Самым большим потрясением моей жизни были встречи в концертах с Владимиром Яхонтовым, гениальным чтецом стихотворений, прозы и гениальным артистом. Такого артиста я вообще не видел и, видимо, уже не увижу. Ну вот есть пластинка «Моцарт и Сальери». Это нечто невероятное.

О музыке говорить трудно. Я очень люблю музыку, но не знаю, что это такое. Есть замечательное стихотворение у Владимира Соколова, где он благодарит ее. И кончается оно так: «за то спасибо, что никто не знает что с тобой поделать». Люблю я музыку, видимо, ограниченно. Иногда, может быть, люблю невпопад. Я помню, что, когда я сказал профессору Асмусу, великому знатоку музыки, что я в относительно новой музыке больше всего на свете люблю Грига, он ответил: «О да – это великий второй сорт». Меня это потрясло, потому что концерт для фортепьяно Грига казался мне вершиной вершин. Я не люблю обнаженно-эмоциональной музыки, точно так же как я не люблю обнаженно-эмоциональной поэзии. И в себе самом не переношу этих обнаженных эмоций. Поэтому больше всего, часами или даже сутками я могу слушать музыку такую как, например, Вивальди. Ну говорить о музыке уж очень трудно.

3

Александр Петрович, что, на Ваш взгляд, главное в стихотворении?

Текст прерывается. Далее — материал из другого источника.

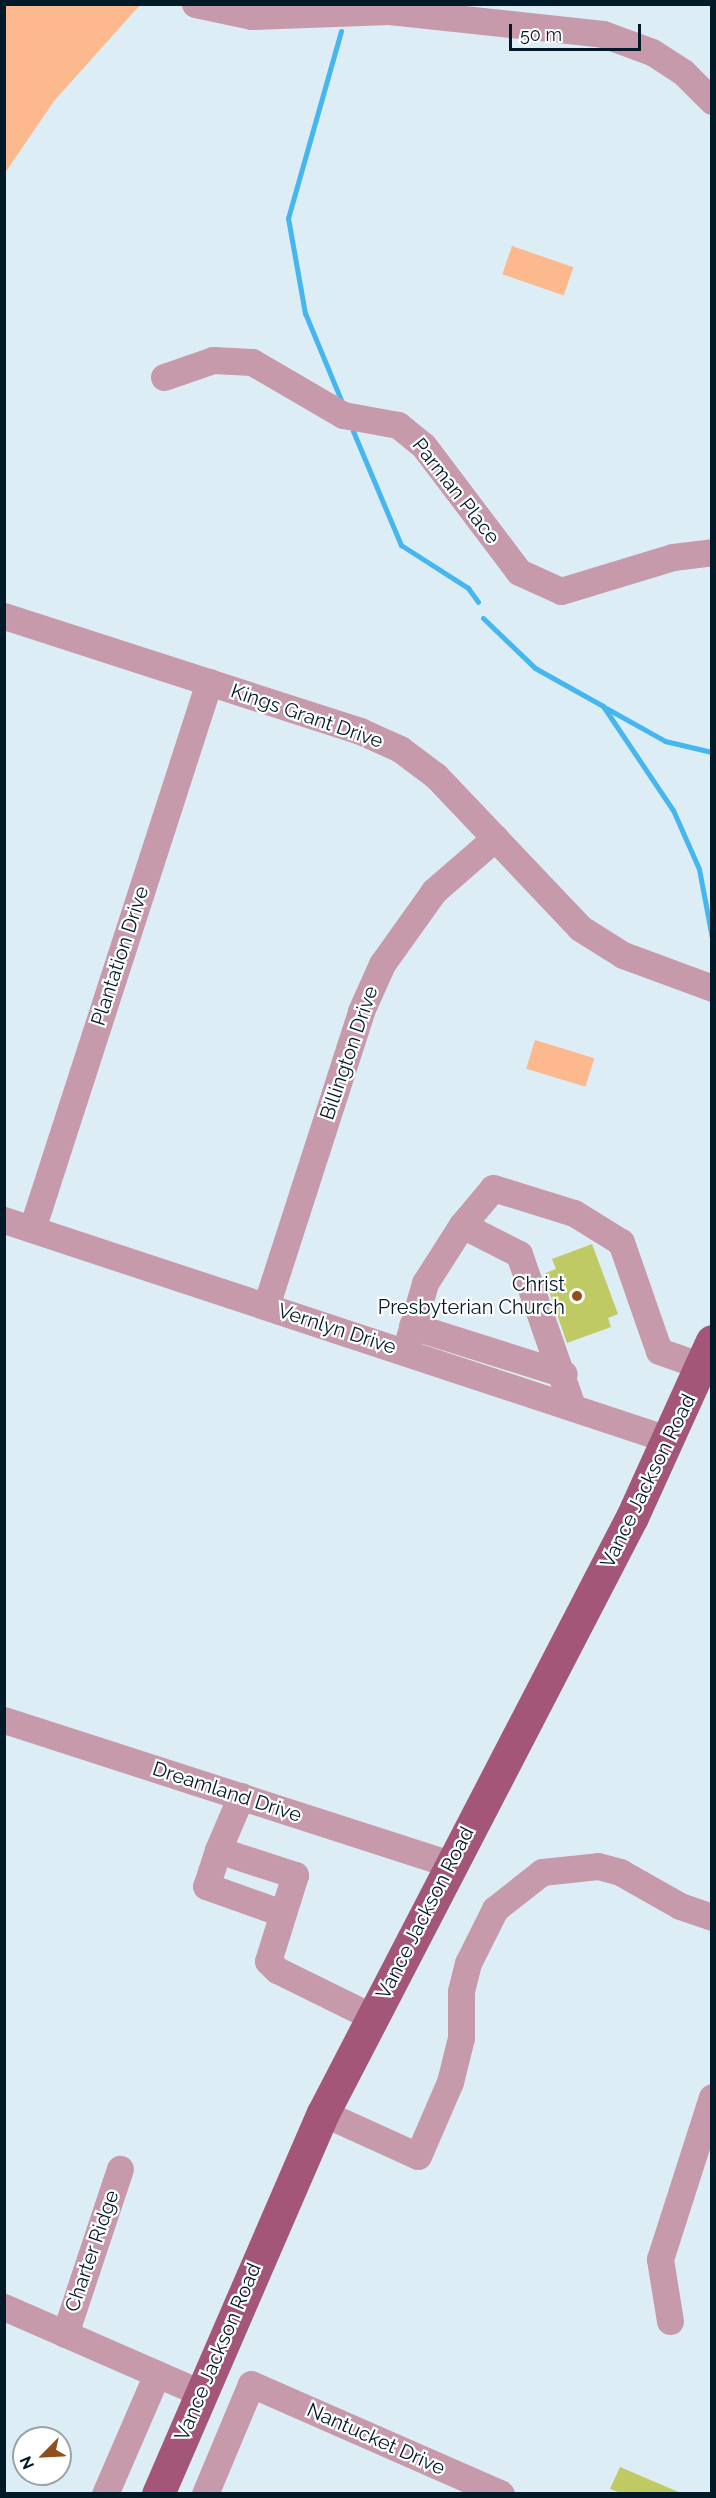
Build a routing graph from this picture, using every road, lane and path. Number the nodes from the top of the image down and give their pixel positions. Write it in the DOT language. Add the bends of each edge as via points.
graph roads {
  1 [pos="195,4"];
  2 [pos="711,101"];
  3 [pos="164,377"];
  4 [pos="711,552"];
  5 [pos="4,616"];
  6 [pos="209,682"];
  7 [pos="495,838"];
  8 [pos="711,988"];
  9 [pos="4,1220"];
  10 [pos="462,1225"];
  11 [pos="32,1229"];
  12 [pos="266,1306"];
  13 [pos="412,1326"];
  14 [pos="405,1352"];
  15 [pos="707,1354"];
  16 [pos="523,1361"];
  17 [pos="564,1374"];
  18 [pos="517,1389"];
  19 [pos="572,1406"];
  20 [pos="670,1440"];
  21 [pos="4,1720"];
  22 [pos="242,1796"];
  23 [pos="218,1850"];
  24 [pos="450,1864"];
  25 [pos="282,1913"];
  26 [pos="711,1917"];
  27 [pos="372,2017"];
  28 [pos="711,2097"];
  29 [pos="322,2113"];
  30 [pos="120,2169"];
  31 [pos="4,2307"];
  32 [pos="670,2321"];
  33 [pos="64,2334"];
  34 [pos="157,2374"];
  35 [pos="201,2393"];
  36 [pos="105,2493"];
  37 [pos="158,2493"];
  38 [pos="205,2493"];
  39 [pos="501,2493"];
  1 -- 2 [label="street" via="241,16 389,11 603,34 652,52 683,72"];
  3 -- 4 [label="street, Parman Place" via="213,360 252,362 343,415 398,425 423,445 519,572 561,591 673,557"];
  5 -- 6 [label="street, Kings Grant Drive"];
  6 -- 7 [label="street, Kings Grant Drive" via="360,731 400,749 436,776"];
  6 -- 11 [label="street, Plantation Drive"];
  7 -- 8 [label="street, Kings Grant Drive" via="560,912 594,938 638,962"];
  7 -- 12 [label="street, Billington Drive" via="434,891 382,963 361,1011"];
  9 -- 11 [label="street, Vernlyn Drive"];
  10 -- 13 [label="street" via="425,1283"];
  10 -- 15 [label="street" via="493,1188 574,1213 621,1242 659,1351"];
  10 -- 17 [label="street" via="519,1254"];
  11 -- 12 [label="street, Vernlyn Drive"];
  12 -- 14 [label="street, Vernlyn Drive"];
  13 -- 14 [label="street"];
  13 -- 16 [label="street"];
  14 -- 18 [label="street, Vernlyn Drive"];
  15 -- 20 [label="main road, Vance Jackson Road"];
  16 -- 17 [label="street"];
  16 -- 18 [label="street"];
  17 -- 19 [label="street"];
  18 -- 19 [label="street, Vernlyn Drive"];
  19 -- 20 [label="street, Vernlyn Drive"];
  20 -- 24 [label="main road, Vance Jackson Road"];
  21 -- 22 [label="street, Dreamland Drive"];
  22 -- 23 [label="street"];
  22 -- 24 [label="street, Dreamland Drive"];
  23 -- 25 [label="street" via="206,1886"];
  23 -- 25 [label="street" via="295,1875"];
  24 -- 27 [label="main road, Vance Jackson Road"];
  25 -- 27 [label="street" via="268,1961 277,1970"];
  26 -- 29 [label="street" via="680,1906 620,1872 598,1866 542,1872 516,1888 495,1909 468,1963 461,1992 461,2038 450,2082 418,2156"];
  27 -- 29 [label="main road, Vance Jackson Road"];
  28 -- 32 [label="street" via="660,2259"];
  29 -- 35 [label="main road, Vance Jackson Road"];
  30 -- 33 [label="street, Charter Ridge"];
  31 -- 33 [label="street"];
  33 -- 34 [label="street"];
  34 -- 35 [label="street"];
  34 -- 36 [label="street"];
  35 -- 37 [label="main road, Vance Jackson Road"];
  38 -- 39 [label="street, Nantucket Drive" via="251,2384"];
}
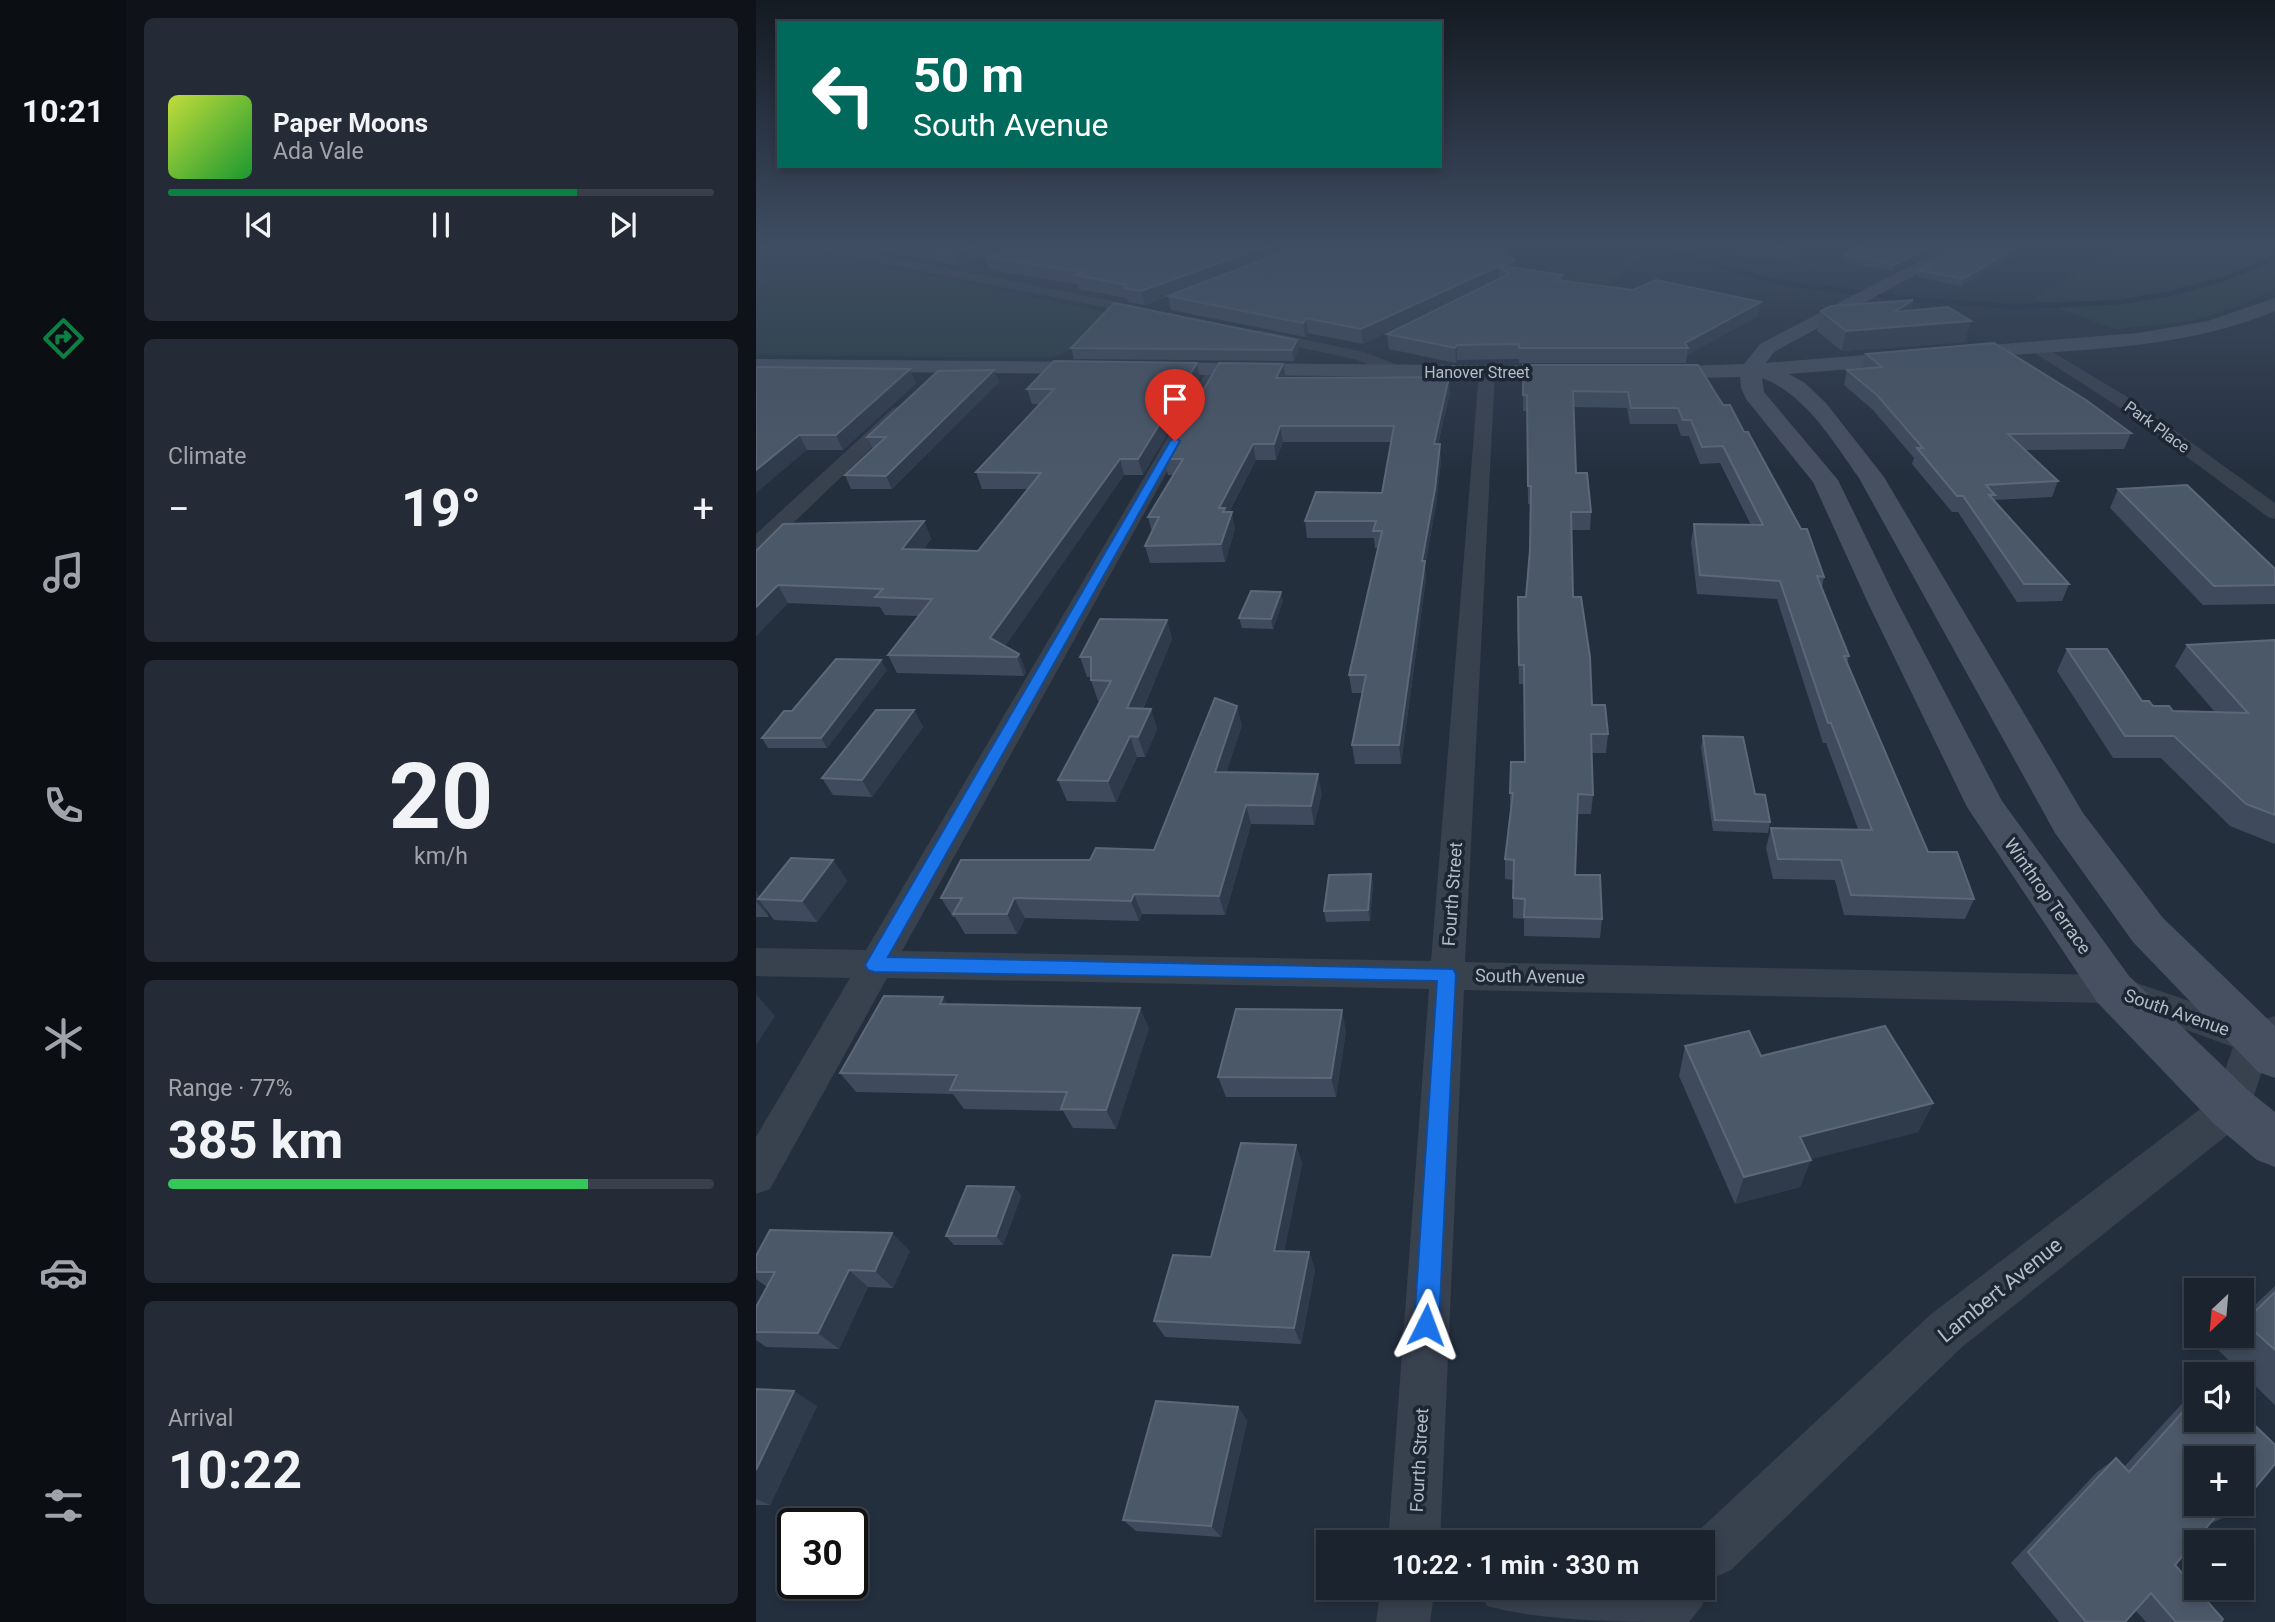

Это, знаете, всю жизнь надо думать чтобы на такой вопрос ответить.

Вторая реальность. Нужна обязательно какая-то степень отстраненности. Малевание с натуры – абсолютно бессмысленное занятие. У замечательного русского поэта Николая Глазкова (Ярослав Смеляков и Николай Глазков два наиболее любимых мной из поэтов нового времени) – у Николая Глазкова есть такие строчки о друзьях: Все, что они сказать могли бы,/ я беспощадно зарифмовываю. Здесь главное это частица бы. В ней все дело.

Я думаю, что стихи можно писать как угодно. Хотя всегда чувствовал в себе иногда даже угнетающий меня консерватизм. А вот что главное в стихотворении… Трудно очень сказать. Правильно было когда-то замечено, что, если входишь в храм и берешь свечку за рубль, а в копилку опускаешь пятак или гривенник – никого не обманешь. Вот точно так же, я думаю, что главное в стихотворении – сколько опустил в копилку, за столько и свечку взять. Это все метафорами я отвечаю, а метафора – ненадежная вещь.

Александр Петрович, почему Вы занимаетесь переводами? Чем привлекает Вас это занятие, что дает?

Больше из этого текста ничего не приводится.